Saved data entries:
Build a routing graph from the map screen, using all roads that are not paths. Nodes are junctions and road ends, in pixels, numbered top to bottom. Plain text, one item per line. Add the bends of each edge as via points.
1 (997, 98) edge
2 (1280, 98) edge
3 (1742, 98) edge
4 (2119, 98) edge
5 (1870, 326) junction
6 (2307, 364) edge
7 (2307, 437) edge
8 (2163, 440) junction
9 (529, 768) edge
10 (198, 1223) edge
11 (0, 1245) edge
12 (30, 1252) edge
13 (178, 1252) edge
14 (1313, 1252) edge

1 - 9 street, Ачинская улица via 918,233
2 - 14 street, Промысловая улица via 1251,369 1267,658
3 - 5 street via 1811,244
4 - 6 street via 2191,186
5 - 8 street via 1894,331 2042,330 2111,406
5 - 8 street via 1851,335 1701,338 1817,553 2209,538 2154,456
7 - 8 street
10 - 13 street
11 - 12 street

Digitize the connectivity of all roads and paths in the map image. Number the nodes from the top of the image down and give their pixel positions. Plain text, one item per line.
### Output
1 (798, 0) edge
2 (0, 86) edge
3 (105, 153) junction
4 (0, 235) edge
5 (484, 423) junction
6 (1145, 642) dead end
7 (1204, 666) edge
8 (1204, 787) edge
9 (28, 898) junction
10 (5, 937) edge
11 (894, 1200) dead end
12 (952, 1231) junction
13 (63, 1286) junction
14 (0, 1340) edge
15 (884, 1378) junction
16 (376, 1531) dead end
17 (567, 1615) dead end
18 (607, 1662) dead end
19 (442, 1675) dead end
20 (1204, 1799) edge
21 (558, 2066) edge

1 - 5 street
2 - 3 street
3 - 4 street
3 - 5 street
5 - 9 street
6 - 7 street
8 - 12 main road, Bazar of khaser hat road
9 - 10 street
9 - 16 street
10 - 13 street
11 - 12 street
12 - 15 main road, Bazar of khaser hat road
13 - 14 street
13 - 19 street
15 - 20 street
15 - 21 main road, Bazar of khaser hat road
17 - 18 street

[Task item]:
From the first line of the data above through the line containing "Digitize the connectivity", repeat each line exactly, and add nothing.

[Solution to the problem]:
Build a routing graph from the map screen, using all roads that are not paths. Nodes are junctions and road ends, in pixels, numbered top to bottom. Plain text, one item per line. Add the bends of each edge as via points.
1 (997, 98) edge
2 (1280, 98) edge
3 (1742, 98) edge
4 (2119, 98) edge
5 (1870, 326) junction
6 (2307, 364) edge
7 (2307, 437) edge
8 (2163, 440) junction
9 (529, 768) edge
10 (198, 1223) edge
11 (0, 1245) edge
12 (30, 1252) edge
13 (178, 1252) edge
14 (1313, 1252) edge

1 - 9 street, Ачинская улица via 918,233
2 - 14 street, Промысловая улица via 1251,369 1267,658
3 - 5 street via 1811,244
4 - 6 street via 2191,186
5 - 8 street via 1894,331 2042,330 2111,406
5 - 8 street via 1851,335 1701,338 1817,553 2209,538 2154,456
7 - 8 street
10 - 13 street
11 - 12 street

Digitize the connectivity of all roads and paths in the map image. Number the nodes from the top of the image down and give their pixel positions. Plain text, one item per line.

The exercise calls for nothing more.